**Provided data**
_ _ _ _
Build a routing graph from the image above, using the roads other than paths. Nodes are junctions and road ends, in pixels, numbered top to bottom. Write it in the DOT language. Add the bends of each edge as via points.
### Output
_ _ _ _
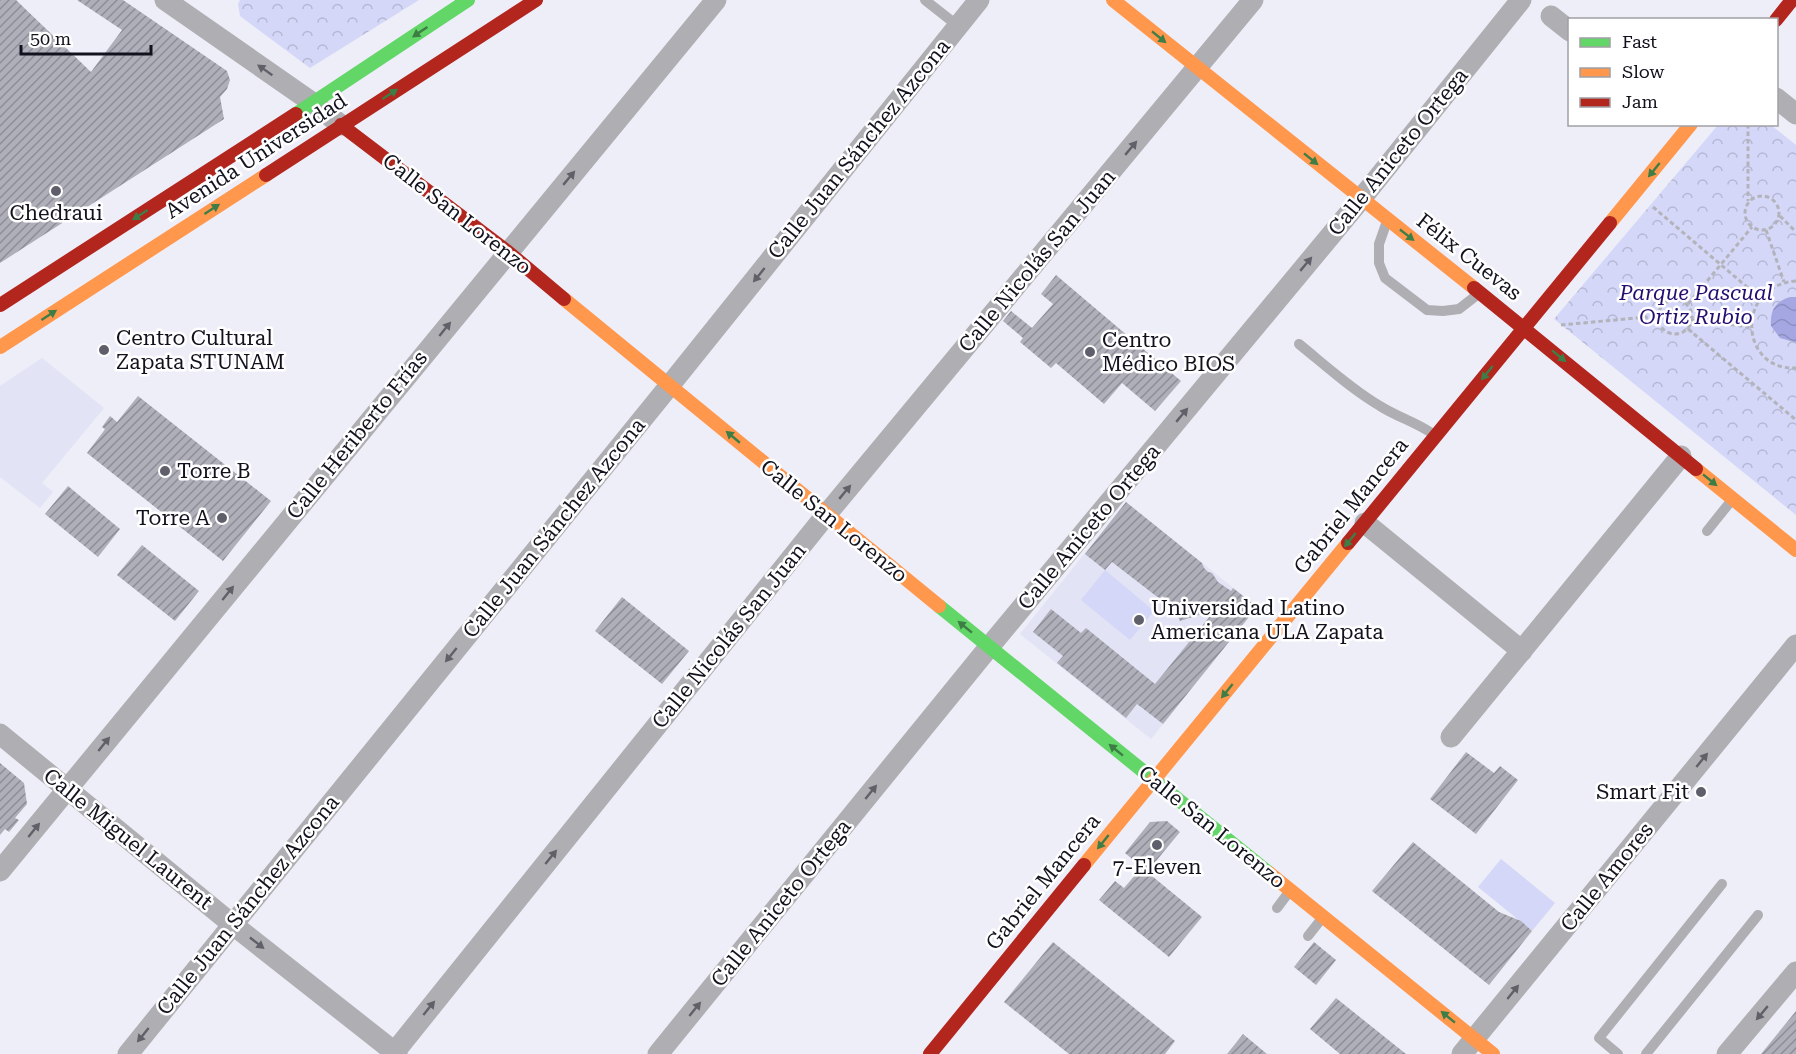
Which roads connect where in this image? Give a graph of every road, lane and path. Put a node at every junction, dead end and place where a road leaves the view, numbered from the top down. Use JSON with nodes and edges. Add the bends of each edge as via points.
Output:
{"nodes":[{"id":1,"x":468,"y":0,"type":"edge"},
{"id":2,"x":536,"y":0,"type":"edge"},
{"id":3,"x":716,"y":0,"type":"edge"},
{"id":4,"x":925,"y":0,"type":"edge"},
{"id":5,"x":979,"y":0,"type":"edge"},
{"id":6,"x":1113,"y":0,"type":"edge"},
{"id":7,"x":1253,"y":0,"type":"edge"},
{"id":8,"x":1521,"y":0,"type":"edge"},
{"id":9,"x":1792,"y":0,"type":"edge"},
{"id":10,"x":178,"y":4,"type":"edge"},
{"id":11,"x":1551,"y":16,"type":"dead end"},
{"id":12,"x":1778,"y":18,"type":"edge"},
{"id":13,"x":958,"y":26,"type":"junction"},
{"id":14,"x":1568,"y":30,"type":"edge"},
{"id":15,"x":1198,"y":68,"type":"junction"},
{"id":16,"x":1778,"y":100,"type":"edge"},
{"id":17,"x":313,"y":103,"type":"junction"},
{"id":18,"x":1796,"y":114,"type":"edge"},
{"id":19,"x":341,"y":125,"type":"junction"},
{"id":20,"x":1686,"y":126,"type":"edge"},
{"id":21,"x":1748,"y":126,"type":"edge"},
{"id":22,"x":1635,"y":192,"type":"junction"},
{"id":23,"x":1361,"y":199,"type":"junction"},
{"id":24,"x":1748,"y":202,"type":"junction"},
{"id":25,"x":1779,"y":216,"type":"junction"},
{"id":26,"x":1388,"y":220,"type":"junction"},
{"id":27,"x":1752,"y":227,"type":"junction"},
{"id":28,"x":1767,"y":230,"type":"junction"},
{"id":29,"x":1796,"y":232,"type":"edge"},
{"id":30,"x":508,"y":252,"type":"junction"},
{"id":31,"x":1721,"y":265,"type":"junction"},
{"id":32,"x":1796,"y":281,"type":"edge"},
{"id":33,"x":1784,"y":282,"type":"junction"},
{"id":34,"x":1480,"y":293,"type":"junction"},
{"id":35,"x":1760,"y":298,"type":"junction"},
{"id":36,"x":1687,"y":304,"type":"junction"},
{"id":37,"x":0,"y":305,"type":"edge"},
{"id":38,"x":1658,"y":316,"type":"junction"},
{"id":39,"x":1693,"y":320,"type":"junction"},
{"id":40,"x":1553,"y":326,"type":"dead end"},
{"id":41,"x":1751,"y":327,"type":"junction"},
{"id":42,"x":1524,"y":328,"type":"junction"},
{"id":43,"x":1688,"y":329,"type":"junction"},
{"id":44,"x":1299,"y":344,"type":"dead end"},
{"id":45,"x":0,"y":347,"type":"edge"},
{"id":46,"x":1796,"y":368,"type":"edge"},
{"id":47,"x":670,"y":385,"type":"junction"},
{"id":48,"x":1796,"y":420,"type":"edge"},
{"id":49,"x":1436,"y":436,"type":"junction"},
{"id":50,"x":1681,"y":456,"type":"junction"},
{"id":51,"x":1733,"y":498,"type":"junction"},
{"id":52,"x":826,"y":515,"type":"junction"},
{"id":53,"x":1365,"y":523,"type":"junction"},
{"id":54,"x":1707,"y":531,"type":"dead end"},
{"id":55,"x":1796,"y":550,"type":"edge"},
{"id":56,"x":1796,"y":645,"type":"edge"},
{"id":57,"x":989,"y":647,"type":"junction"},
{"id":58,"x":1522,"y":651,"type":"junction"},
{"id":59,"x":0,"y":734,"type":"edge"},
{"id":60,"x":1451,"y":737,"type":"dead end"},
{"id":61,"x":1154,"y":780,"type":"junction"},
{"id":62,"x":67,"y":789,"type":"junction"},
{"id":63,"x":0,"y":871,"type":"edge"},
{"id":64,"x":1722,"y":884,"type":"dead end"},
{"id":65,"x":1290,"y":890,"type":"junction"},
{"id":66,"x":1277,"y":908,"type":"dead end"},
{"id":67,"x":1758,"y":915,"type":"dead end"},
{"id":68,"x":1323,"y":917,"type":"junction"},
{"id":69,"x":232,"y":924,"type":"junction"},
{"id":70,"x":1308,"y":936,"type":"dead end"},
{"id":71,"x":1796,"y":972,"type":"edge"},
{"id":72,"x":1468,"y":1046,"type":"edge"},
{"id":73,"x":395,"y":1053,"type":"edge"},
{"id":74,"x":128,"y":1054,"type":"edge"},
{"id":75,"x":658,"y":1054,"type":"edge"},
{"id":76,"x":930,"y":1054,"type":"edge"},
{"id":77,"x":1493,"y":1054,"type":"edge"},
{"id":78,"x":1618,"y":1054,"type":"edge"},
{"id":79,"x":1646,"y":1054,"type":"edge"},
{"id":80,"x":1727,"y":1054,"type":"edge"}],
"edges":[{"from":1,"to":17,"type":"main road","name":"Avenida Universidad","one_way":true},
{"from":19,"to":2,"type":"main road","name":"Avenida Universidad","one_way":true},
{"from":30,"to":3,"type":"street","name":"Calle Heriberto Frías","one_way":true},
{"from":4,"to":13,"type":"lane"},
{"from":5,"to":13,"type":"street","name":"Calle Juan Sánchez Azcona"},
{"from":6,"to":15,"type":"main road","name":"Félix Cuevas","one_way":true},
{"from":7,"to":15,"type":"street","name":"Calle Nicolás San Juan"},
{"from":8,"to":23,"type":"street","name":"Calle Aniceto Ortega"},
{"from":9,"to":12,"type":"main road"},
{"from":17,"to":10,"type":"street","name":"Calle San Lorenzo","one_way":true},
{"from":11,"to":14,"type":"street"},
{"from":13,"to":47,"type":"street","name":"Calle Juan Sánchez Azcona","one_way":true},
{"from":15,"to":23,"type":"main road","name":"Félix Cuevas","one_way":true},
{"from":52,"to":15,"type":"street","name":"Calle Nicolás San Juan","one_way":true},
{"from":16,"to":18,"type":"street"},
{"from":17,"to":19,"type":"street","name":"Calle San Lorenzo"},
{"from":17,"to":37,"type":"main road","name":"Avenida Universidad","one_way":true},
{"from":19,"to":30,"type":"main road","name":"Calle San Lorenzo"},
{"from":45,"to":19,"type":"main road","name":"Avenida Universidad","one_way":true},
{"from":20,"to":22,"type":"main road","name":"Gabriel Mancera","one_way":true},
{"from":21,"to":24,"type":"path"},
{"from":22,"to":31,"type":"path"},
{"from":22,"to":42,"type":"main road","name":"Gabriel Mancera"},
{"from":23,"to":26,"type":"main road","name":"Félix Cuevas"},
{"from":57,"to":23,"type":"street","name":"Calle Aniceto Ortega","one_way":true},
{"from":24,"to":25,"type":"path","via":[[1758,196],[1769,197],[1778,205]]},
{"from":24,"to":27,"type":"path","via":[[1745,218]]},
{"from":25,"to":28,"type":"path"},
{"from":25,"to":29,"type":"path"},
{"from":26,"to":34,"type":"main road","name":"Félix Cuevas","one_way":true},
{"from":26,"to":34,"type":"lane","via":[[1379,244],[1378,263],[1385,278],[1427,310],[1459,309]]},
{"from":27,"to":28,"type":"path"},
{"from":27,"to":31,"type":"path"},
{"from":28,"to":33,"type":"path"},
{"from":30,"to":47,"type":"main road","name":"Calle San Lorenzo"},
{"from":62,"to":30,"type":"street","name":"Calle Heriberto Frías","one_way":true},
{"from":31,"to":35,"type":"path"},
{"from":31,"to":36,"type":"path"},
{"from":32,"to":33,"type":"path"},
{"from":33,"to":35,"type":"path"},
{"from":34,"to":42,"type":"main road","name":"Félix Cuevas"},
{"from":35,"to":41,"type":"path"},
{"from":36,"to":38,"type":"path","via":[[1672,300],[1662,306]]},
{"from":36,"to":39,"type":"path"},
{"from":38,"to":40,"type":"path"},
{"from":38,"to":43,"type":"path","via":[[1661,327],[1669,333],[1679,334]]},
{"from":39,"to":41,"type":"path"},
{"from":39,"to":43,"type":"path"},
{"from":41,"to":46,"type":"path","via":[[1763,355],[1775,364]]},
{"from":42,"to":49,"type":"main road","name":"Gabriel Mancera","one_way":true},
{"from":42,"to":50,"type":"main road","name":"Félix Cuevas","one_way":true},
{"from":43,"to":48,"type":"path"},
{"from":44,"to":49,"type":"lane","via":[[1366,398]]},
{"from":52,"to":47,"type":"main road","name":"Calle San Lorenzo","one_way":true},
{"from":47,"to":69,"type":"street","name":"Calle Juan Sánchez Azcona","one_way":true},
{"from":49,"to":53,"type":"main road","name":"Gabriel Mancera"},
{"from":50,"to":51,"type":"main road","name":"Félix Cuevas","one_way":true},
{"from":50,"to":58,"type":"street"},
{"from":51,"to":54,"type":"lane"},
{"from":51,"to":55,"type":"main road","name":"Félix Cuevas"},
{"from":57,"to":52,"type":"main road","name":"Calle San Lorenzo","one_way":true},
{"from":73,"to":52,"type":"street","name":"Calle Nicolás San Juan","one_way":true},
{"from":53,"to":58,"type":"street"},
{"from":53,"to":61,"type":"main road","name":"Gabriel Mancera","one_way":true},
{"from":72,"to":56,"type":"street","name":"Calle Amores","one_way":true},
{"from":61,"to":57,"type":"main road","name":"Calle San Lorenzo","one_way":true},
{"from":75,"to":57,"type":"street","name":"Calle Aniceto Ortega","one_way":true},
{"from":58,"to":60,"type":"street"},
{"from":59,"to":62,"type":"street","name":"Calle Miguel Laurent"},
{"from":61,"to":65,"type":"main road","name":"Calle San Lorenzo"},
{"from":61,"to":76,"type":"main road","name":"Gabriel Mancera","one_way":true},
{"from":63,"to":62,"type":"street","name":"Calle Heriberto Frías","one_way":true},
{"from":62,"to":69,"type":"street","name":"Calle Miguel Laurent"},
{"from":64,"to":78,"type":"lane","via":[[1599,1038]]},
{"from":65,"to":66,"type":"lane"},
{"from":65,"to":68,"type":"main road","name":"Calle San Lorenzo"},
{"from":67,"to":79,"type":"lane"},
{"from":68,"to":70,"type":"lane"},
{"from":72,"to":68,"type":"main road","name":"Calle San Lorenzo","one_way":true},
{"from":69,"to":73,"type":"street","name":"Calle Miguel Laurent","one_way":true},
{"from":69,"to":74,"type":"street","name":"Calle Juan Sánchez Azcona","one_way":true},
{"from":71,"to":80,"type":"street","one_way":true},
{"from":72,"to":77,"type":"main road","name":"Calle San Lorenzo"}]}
_ _ _ _
**Work required**
The answer must be every line of the records above that holds the word "points".

**Solution**
Build a routing graph from the image above, using the roads other than paths. Nodes are junctions and road ends, in pixels, numbered top to bottom. Write it in the DOT language. Add the bends of each edge as via points.
Which roads connect where in this image? Give a graph of every road, lane and path. Put a node at every junction, dead end and place where a road leaves the view, numbered from the top down. Use JSON with nodes and edges. Add the bends of each edge as via points.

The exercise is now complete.